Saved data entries
· · · · ·

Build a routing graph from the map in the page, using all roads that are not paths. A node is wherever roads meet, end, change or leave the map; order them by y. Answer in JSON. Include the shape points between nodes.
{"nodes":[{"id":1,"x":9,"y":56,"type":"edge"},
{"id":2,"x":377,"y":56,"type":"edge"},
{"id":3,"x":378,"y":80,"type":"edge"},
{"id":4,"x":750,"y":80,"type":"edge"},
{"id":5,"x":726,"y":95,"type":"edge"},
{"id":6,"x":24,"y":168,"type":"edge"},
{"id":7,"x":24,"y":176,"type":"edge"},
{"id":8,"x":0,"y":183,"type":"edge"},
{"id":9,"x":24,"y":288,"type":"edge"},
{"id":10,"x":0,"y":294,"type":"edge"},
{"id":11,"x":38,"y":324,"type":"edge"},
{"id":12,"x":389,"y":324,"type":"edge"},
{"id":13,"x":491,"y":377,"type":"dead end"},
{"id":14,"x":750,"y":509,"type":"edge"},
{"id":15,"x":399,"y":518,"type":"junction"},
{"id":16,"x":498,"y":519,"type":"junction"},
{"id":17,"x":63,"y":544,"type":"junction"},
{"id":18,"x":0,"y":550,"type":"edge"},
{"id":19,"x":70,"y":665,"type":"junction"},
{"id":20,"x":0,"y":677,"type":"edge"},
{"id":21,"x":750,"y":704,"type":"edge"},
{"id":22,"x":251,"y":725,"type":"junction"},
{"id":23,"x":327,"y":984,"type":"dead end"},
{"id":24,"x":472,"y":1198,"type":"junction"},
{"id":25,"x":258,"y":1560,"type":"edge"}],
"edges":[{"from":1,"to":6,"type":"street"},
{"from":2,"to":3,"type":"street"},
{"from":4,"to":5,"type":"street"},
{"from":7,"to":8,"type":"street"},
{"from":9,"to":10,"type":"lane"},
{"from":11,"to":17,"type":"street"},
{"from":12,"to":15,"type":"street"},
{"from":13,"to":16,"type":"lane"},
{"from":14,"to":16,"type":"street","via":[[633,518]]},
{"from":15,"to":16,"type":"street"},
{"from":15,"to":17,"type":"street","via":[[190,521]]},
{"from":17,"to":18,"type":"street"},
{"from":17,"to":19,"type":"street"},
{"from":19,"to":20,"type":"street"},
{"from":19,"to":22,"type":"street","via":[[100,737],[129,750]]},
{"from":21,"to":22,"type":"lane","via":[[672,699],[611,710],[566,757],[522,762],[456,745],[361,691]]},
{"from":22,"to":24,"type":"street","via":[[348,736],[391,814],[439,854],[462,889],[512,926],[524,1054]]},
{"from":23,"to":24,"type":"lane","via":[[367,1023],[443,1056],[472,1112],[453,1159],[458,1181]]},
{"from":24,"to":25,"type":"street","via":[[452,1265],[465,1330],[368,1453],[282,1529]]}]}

· · · · ·

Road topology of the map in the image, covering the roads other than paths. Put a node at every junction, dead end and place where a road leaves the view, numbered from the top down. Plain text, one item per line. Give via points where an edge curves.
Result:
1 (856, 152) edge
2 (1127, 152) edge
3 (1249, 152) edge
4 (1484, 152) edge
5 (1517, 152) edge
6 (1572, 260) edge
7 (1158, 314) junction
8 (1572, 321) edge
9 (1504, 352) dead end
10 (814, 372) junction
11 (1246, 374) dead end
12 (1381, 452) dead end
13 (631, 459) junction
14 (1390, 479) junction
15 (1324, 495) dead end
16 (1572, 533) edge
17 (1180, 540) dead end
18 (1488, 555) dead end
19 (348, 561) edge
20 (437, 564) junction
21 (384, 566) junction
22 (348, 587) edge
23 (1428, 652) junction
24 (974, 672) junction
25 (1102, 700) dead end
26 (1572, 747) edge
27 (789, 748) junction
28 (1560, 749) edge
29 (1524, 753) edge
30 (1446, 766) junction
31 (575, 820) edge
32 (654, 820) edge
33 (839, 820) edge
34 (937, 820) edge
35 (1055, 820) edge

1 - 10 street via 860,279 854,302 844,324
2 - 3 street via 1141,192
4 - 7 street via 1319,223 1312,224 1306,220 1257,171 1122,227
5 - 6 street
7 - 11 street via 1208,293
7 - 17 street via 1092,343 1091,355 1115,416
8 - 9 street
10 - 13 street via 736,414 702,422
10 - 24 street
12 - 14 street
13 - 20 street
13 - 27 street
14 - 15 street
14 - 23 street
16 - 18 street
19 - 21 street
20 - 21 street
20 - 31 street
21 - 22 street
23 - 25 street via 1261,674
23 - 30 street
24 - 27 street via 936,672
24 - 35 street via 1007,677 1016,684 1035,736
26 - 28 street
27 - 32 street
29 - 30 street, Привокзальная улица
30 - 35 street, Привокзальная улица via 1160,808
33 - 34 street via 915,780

· · · · ·

**Exercise details**. How many of the lines above include the string "dead"? Give only the number.

**Response to the exercise**. 10